ReposRéveil à 5h, rassemblement à 5h45 pour la présentation au drapeau. La présentation au drapeau est une tradition bien mytho 6 dont le principe est de dire officiellement bonjour à notre drapeau avant de le sortir. Et il faudra aussi lui dire au revoir drapeau avant de le ranger ; quelques présentez armes suffiront. Départ à 6h15 précises. Petit arrêt à Paris avant les Champs-Élysées, pour respecter le timing très précis qui a été établi pour l'arrivée des bus. Nous arrivons vers 7h40, pas mal de spectateurs se trouvent déjà sur les lieux. Il y a des barrières tout le long, et des policiers tous les 10m. On voit aussi des agents de sécurité sur les toits. Nous repérons nos emplacements, avons droit à un garde à vous présentez armes car nos charmants voisins de la légion n'ont pas eu la présence d'esprit de dire bonjour à leur drapeau avant de partir, donc le font maintenant, nous imposant ainsi d'en faire autant. Puis nous avons quartier libre jusqu'à 8h45. Les prévoyants qui ont un peu d'argent sur eux entrent dans un café, d'autres partent à la recherche de papa maman, certains enfin restent sur place (il n'est par contre pas question de s'asseoir !), surtout que notre tenue ne nous permet pas de nous promener discrètement dans la foule.

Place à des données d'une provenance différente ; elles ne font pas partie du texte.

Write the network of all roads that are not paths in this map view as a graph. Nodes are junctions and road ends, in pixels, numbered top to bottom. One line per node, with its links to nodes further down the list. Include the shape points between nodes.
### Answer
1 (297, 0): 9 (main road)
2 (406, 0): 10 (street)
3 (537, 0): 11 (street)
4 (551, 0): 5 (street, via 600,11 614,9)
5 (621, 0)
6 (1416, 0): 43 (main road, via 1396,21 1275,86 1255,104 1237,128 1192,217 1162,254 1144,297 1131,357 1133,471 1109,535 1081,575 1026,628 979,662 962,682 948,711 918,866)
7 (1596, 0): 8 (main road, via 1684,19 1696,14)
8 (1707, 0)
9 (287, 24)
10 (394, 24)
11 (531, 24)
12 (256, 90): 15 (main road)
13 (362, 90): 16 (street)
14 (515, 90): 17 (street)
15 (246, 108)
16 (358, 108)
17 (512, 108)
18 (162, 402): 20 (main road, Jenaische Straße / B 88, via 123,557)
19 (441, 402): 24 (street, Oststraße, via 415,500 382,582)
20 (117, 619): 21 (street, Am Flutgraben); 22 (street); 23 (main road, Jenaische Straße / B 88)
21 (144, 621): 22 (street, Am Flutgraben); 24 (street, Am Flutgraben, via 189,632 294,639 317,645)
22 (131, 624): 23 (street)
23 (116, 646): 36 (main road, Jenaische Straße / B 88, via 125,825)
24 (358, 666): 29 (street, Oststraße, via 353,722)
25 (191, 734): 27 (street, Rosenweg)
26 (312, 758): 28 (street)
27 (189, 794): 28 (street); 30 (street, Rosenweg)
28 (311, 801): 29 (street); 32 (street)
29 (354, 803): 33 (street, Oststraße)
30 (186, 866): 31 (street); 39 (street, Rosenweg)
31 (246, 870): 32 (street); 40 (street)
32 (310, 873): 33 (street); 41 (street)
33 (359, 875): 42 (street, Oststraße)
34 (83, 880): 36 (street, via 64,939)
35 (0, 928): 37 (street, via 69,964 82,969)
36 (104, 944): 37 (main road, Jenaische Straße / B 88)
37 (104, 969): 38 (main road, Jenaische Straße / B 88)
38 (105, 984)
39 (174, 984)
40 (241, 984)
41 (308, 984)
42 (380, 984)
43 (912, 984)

Le Président de la RépubliqueVers 9h les choses sérieuses commencent. On se range en peloton sur la droite des Champs, et restons au immobiles et silencieux au repos pendant une bonne demi-heure. Puis un haut-parleur crache les ordres, les troupes se mettent au présenter armes. Le gouverneur militaire de Paris procède à l'inspection des troupes. Après son passage, nous reposons nos épées. Pas fâchés, elles commençaient à peser. Deuxième passage un peu après, encore plus long, de la garde républicaine suivie par le Président de la République. Ensuite recommence une longue attente au repos.
En avant ... marche Vers 10h enfin mise en place pour le défilé : le peloton avance de quelques pas, puis fait un quart de tour à droite pour se mettre dans le sens de la marche, et marque le pas sur la musique. Ca fait du bien de bouger un peu les jambes. Le départ se fait à nouveau en accordéon ("ça vient de devant"), c'est à dire qu'on avance puis restons sur place plusieurs fois, avant de partir pour de bon. Nous sommes distraits pendant notre marche par les avions de l'armée de l'air qui nous survolent, et le crottin des chevaux de la garde présidentielle. Vu de ma place (premier position, sur le bord gauche, au milieu) tout se déroule correctement. En fait on a une vision assez réduite, car il est interdit de bouger la tête, sauf pour la lever davantage. Le parcours est plus long que la piste de Satory, mais la foule enthousiaste sait nous encourager. Notre concentration redouble à l'approche de la tribune présidentielle, l'éclatement se passe sans problème, puis soulagés nous poursuivons en direction des bus, sous le regard surpris des parisiens et touristes que nous croisons qui n'assistaient pas au défilé. Les bus n'étaient pas tout près, il n'y avait plus de musique pour donner le pas, et la lassitude gagnait.
Nous échappons au "au revoir drapeau", vu que le drapeau était parti sur le côté droit, et regagnons l'école vers midi.

    

C'est là que nous apprenons des élèves du second peloton la "mésaventure" arrivée à l'un d'eux, qui a perdu et rattrapé de justesse par deux fois son épée devant la tribune présidentielle, ce qui l'a désorganisé ainsi que ses voisins, et n'est pas passé inaperçu dans le public. Il paraît qu'heureusement la télé n'a pas montré ces images, mais cela gâchera un peu la prestation de l'Ecole.
Nous n'avons pas eu de réaction de nos cadres, vu que nous ne les avons plus revus.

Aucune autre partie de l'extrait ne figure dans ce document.